[Start of section]
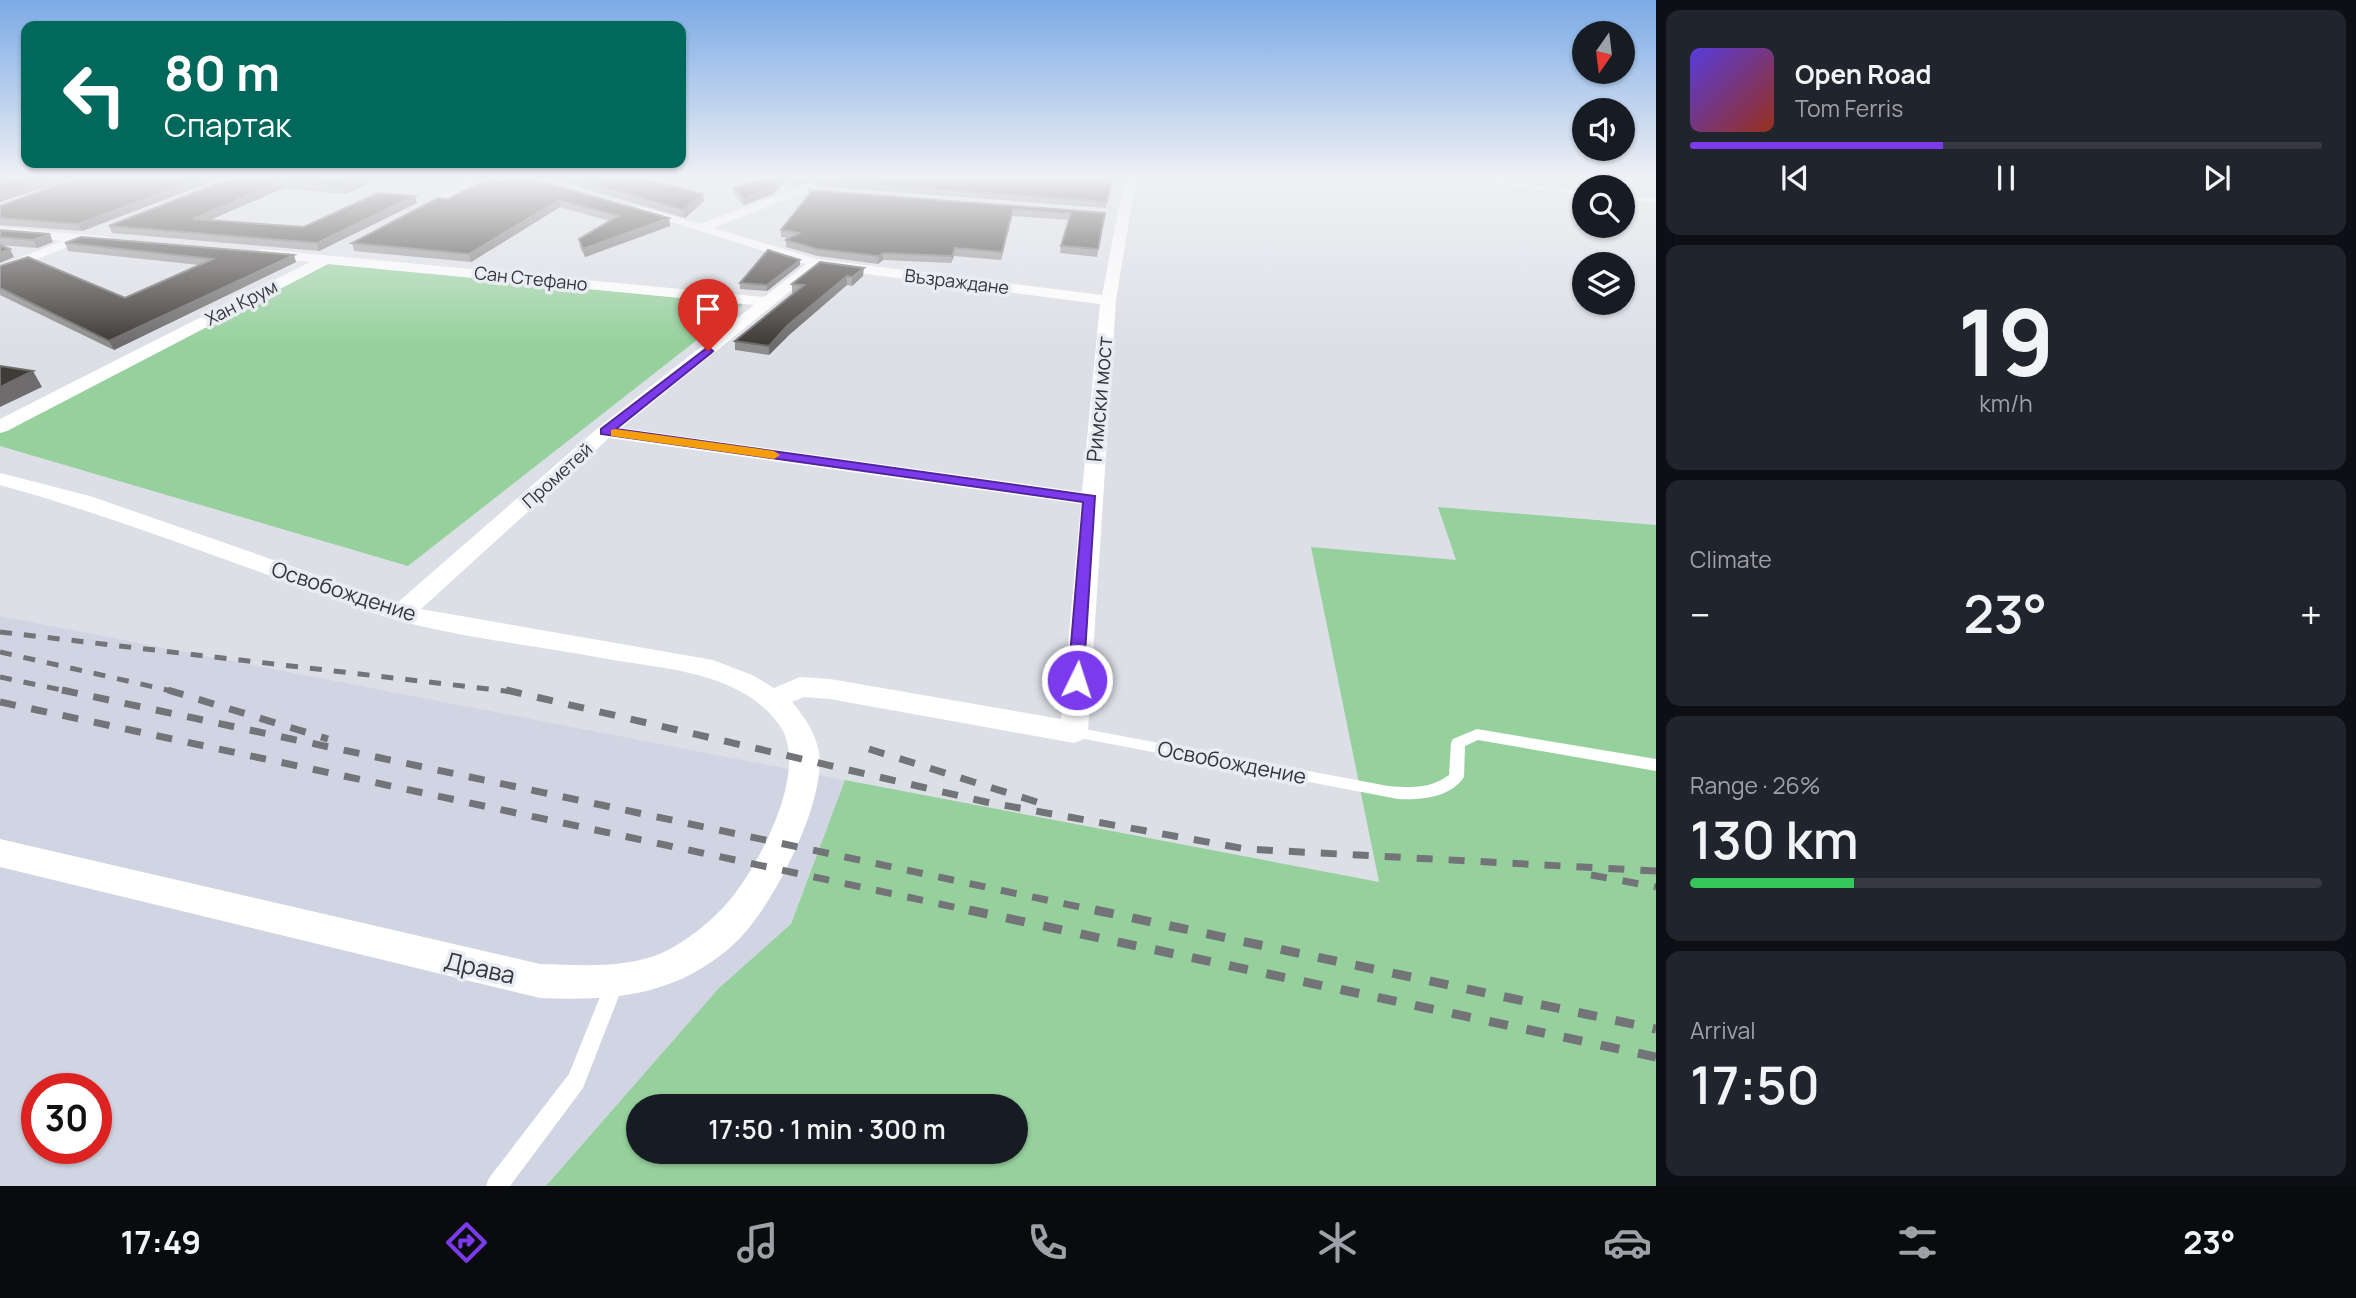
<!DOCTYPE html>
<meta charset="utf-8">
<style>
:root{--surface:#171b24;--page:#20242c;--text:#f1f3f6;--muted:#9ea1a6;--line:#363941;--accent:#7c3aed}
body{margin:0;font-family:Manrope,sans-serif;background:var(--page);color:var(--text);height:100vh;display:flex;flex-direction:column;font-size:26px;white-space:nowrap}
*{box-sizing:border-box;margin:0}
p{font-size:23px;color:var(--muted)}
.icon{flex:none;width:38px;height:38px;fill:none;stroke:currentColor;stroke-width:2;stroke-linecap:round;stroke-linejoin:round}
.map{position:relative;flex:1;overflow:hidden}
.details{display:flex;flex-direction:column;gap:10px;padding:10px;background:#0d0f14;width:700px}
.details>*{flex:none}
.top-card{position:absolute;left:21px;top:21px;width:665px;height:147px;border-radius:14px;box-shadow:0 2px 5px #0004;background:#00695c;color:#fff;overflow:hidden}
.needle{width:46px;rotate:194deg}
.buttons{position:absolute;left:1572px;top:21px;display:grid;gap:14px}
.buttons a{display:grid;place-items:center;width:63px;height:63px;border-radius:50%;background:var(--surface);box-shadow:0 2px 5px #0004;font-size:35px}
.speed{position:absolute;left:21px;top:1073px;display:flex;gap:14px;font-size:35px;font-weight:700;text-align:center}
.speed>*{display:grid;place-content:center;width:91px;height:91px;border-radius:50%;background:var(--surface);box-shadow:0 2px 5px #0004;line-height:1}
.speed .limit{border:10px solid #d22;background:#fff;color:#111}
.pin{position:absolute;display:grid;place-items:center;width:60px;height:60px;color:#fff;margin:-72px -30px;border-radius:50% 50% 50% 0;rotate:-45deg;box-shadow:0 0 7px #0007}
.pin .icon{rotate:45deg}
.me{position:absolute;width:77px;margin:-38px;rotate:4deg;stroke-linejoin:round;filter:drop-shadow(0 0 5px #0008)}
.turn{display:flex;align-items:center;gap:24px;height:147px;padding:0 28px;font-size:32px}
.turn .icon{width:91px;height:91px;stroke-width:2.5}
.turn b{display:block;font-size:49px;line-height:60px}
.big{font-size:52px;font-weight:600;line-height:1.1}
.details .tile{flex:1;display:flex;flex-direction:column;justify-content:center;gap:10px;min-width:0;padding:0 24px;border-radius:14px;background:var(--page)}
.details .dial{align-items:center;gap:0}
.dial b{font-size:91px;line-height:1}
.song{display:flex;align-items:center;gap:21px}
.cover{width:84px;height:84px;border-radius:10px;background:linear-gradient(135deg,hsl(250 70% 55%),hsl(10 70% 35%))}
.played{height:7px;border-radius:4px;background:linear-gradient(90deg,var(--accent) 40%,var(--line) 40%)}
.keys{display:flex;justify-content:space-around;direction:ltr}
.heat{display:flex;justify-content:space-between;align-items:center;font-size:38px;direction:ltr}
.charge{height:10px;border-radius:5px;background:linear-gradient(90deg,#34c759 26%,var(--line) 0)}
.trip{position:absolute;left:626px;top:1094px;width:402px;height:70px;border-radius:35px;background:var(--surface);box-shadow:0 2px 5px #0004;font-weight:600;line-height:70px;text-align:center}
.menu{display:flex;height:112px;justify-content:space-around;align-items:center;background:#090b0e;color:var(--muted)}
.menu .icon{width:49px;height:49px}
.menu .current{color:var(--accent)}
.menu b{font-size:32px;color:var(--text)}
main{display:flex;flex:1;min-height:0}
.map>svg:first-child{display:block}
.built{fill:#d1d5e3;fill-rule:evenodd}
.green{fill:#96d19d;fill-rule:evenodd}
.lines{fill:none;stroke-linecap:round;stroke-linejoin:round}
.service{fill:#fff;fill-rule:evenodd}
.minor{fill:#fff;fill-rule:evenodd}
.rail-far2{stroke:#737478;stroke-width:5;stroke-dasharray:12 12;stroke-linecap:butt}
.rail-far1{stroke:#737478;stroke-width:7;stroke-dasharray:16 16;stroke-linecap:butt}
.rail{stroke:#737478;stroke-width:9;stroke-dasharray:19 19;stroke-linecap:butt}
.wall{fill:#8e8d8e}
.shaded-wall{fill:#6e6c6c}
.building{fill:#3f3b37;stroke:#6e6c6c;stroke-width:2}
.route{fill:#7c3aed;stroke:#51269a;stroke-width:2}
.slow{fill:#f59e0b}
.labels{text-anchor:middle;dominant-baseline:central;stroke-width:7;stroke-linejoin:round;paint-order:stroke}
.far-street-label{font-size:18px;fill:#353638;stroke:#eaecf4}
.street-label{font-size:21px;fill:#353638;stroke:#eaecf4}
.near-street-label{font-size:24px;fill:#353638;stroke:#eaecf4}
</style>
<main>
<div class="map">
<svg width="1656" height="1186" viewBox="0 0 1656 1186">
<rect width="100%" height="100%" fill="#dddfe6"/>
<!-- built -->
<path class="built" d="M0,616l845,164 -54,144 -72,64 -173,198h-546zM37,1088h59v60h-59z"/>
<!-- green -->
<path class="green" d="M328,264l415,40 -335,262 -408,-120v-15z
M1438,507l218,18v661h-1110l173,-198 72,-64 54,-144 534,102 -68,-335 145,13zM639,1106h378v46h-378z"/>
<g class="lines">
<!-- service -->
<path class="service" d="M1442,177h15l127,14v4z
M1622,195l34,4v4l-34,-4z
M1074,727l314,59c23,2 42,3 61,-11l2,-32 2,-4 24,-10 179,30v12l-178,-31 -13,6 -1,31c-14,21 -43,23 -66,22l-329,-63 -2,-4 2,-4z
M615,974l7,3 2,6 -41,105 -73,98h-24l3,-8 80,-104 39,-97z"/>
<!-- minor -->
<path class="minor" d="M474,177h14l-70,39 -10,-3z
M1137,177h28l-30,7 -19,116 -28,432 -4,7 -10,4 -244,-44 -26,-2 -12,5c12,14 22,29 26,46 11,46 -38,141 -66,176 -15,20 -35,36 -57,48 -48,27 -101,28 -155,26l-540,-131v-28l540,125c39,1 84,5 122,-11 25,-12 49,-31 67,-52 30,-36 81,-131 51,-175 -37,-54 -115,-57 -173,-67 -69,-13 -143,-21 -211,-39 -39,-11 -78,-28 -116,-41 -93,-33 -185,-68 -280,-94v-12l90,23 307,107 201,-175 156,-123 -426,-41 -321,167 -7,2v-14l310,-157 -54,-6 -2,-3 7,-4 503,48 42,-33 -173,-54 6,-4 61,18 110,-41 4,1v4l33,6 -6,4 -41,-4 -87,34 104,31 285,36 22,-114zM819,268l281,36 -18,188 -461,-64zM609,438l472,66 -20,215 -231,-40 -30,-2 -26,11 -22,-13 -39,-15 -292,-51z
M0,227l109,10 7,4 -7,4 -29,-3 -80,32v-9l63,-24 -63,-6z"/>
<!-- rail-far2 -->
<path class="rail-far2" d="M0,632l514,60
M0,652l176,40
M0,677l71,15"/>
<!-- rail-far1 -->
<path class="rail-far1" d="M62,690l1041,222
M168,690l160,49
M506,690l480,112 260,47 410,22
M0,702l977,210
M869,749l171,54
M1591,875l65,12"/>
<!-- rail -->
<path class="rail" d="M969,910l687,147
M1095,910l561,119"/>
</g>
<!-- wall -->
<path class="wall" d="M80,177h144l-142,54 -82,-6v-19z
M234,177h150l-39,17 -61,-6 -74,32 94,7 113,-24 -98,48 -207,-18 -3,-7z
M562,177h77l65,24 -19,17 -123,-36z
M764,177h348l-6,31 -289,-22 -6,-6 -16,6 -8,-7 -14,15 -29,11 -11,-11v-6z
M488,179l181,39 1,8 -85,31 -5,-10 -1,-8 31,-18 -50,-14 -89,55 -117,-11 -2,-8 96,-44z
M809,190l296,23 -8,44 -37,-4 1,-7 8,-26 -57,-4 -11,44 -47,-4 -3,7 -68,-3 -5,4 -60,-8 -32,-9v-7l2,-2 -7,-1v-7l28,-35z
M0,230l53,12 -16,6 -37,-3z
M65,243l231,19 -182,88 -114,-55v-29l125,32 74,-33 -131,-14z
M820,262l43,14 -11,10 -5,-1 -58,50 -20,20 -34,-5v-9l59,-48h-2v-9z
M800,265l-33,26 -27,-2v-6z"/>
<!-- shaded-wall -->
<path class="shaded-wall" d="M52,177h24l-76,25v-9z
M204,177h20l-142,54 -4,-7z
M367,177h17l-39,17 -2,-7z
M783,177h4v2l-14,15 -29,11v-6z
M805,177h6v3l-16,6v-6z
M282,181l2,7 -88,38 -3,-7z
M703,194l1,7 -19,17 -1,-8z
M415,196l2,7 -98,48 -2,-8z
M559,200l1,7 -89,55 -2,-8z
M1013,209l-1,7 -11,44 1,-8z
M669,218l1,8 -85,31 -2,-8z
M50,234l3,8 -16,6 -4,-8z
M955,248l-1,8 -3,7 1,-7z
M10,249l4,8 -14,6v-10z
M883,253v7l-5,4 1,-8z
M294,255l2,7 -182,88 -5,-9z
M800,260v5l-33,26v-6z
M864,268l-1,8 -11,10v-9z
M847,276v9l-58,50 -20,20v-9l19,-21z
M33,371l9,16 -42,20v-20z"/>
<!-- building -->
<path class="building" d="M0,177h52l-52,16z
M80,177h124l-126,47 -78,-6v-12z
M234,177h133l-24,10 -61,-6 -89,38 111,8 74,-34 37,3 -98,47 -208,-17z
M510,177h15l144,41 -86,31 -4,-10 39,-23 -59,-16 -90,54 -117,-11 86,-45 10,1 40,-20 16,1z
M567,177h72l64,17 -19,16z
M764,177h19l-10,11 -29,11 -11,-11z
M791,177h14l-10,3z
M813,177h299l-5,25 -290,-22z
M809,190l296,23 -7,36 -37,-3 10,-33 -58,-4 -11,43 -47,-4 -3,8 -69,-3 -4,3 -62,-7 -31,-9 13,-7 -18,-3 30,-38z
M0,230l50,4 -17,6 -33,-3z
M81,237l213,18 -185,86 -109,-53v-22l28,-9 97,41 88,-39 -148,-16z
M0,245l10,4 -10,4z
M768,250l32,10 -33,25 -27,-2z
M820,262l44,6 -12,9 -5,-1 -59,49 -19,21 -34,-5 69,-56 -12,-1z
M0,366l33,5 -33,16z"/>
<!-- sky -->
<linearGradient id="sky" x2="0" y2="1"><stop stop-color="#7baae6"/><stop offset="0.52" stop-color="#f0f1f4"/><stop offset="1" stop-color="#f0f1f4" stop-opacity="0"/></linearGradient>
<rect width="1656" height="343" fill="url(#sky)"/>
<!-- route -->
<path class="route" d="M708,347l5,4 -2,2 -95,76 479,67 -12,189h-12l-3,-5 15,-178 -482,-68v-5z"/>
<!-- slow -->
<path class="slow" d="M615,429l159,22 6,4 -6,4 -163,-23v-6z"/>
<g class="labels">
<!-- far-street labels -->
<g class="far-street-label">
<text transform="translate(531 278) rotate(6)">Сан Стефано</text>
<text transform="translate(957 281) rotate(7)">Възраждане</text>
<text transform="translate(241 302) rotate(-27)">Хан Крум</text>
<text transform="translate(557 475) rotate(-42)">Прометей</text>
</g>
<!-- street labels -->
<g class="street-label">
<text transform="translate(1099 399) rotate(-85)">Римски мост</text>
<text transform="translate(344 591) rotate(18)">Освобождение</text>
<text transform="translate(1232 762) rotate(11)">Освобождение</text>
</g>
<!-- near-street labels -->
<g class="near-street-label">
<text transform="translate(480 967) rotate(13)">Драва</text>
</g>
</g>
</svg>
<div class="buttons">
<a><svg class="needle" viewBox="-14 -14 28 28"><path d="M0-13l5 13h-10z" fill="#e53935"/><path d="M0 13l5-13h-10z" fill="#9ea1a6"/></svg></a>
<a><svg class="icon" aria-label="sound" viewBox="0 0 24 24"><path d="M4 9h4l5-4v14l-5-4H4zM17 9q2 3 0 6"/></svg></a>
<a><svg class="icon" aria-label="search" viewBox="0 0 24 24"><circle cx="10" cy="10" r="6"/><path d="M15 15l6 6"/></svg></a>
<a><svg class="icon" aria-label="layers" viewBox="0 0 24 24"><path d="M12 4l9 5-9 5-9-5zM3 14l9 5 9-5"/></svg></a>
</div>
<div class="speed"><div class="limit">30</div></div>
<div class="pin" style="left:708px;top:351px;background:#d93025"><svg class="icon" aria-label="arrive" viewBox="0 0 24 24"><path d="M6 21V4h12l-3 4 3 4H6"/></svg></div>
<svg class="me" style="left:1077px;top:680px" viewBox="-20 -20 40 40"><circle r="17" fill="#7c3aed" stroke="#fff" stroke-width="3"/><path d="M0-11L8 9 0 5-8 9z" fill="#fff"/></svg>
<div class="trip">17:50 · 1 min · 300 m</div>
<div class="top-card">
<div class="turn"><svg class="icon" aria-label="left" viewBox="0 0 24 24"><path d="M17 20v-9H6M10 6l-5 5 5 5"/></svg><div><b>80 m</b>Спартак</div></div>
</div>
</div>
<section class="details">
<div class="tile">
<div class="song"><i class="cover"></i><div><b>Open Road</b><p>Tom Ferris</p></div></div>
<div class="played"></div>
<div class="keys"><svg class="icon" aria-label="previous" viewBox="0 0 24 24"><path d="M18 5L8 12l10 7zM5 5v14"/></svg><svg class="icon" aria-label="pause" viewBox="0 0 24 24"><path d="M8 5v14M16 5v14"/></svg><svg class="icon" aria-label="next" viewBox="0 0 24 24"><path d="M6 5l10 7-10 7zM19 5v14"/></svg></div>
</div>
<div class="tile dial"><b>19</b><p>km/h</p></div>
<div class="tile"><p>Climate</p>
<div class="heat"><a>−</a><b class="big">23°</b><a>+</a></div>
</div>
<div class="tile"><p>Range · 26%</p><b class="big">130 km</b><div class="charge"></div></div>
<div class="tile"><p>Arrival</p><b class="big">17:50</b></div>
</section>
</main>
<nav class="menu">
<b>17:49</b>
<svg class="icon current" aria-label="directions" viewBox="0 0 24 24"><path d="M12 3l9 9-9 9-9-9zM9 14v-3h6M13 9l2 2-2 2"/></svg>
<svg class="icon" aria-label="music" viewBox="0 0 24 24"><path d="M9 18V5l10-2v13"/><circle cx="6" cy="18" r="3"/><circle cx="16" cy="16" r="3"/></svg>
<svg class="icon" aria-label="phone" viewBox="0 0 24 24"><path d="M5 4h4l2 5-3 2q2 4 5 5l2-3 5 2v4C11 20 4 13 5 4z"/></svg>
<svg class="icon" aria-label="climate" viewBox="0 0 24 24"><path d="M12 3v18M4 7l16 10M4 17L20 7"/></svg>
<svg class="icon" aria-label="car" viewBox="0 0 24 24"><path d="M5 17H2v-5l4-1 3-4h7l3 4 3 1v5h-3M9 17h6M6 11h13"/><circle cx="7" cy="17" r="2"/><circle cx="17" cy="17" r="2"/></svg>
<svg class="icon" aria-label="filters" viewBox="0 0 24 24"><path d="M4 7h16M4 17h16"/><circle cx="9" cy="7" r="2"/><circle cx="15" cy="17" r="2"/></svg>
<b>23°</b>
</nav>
[End of section]
— To do —
Starting from the line that contains "4h4l2 5-3 2q2", give again every line to the last line of the data, exactly. Include nothing else.

— Final answer —
<svg class="icon" aria-label="phone" viewBox="0 0 24 24"><path d="M5 4h4l2 5-3 2q2 4 5 5l2-3 5 2v4C11 20 4 13 5 4z"/></svg>
<svg class="icon" aria-label="climate" viewBox="0 0 24 24"><path d="M12 3v18M4 7l16 10M4 17L20 7"/></svg>
<svg class="icon" aria-label="car" viewBox="0 0 24 24"><path d="M5 17H2v-5l4-1 3-4h7l3 4 3 1v5h-3M9 17h6M6 11h13"/><circle cx="7" cy="17" r="2"/><circle cx="17" cy="17" r="2"/></svg>
<svg class="icon" aria-label="filters" viewBox="0 0 24 24"><path d="M4 7h16M4 17h16"/><circle cx="9" cy="7" r="2"/><circle cx="15" cy="17" r="2"/></svg>
<b>23°</b>
</nav>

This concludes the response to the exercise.